TIME White House

Obama Wants Federal Workers to Have More Family Time

President Barack Obama speaks at the first White House Summit on Working Families
President Barack Obama joins several working parents, (l-r) Roger Trombley, Lisa Rumain, and Shelby Ramirez for lunch at a nearby Chipotle restaurant prior to speakinging at the first White House Summit on Working Families at the Omni Hotel in Washington, June 23, 2014. Martin H. Simon—Corbis

Executive actions to work around Congress in an election year

President Barack Obama announced executive actions Monday that would give federal employees more flexibility to take time off to care for their families.

During a White House Summit on Working Families, Obama said it was time for business leaders and lawmakers to create work environments that respect employees’ lives outside the office. “Twenty-first century families deserve 21st-century workplaces,” Obama said Monday afternoon. “Our economy demands them because its going to help us compete.”

Obama accused Congress on stalling on policies that would benefit working families, and the executive actions he took Monday, while not far reaching, were his latest attempt to work around Capitol Hill in a midterm election year. Obama instructed government agencies to provide workers with the flexibility to take time off to care for sick family members, to take breaks to nurse, and to telecommute when necessary without running the risk of punishment.

“Many women can’t even get a paid day off to give birth,” Obama said . “That’s a pretty low bar.”

At the summit, business leaders and Democrats gathered to discuss policies that could benefit American workers, with CEOs from Johnson & Johnson and Goldman Sachs scheduled to appear alongside the President, First Lady Michelle Obama, Vice President Joe Biden and Dr. Jill Biden. Democrats spent the day touting policies that have helped them maintain an advantage with women voters, but Obama said Monday that workplace issues—from workplace flexibility to raising the minimum wage—should not be thought of as issues that solely impact women.

“At a time when women are nearly half of our workforce,” Obama said. “Anything that makes life harder for women, makes life harder for families, and makes life harder for children. There’s no such thing as a women’s issue; this is a family issue. This is an American issue.”

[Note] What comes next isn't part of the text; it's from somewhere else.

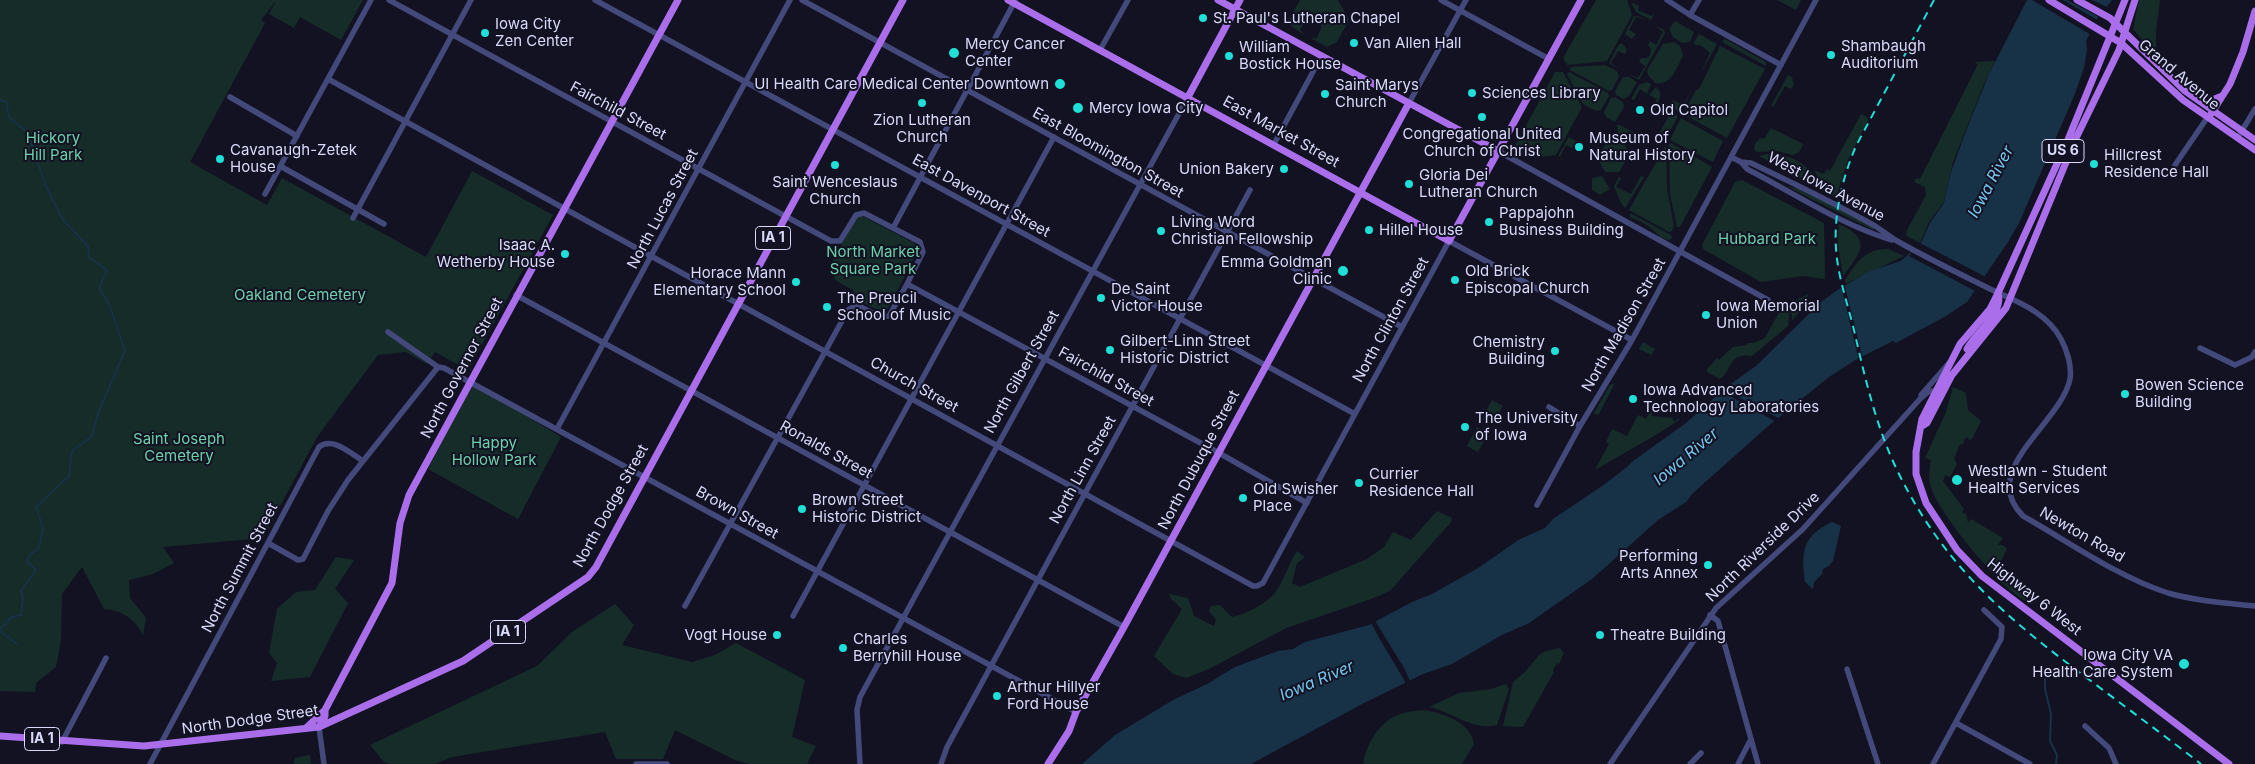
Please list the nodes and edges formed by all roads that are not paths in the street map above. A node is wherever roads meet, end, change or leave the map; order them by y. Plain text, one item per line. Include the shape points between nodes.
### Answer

More than 40% of mothers are the sole or primary breadwinners, and yet still make on average 77 cents for every dollar earned by their male counterparts, according to a U.S. Council of Economic Advisors report released ahead of the summit (conservatives have called the 77-cents figure misleading). Men, however, are spending more time as caregivers than ever before.

Republicans dismissed the summit as a political ploy for women voters ahead of the midterm elections.

“It’s unfortunate that President Obama and the Democrats see women only as an electoral opportunity,” Republican National Committee spokeswoman Kirsten Kukowski said in a statement. “How do we know this? President Obama could have held a bill signing ceremony instead of a politically-minded summit if he and Harry Reid would act on legislation to help working families that is being held up in the Senate.”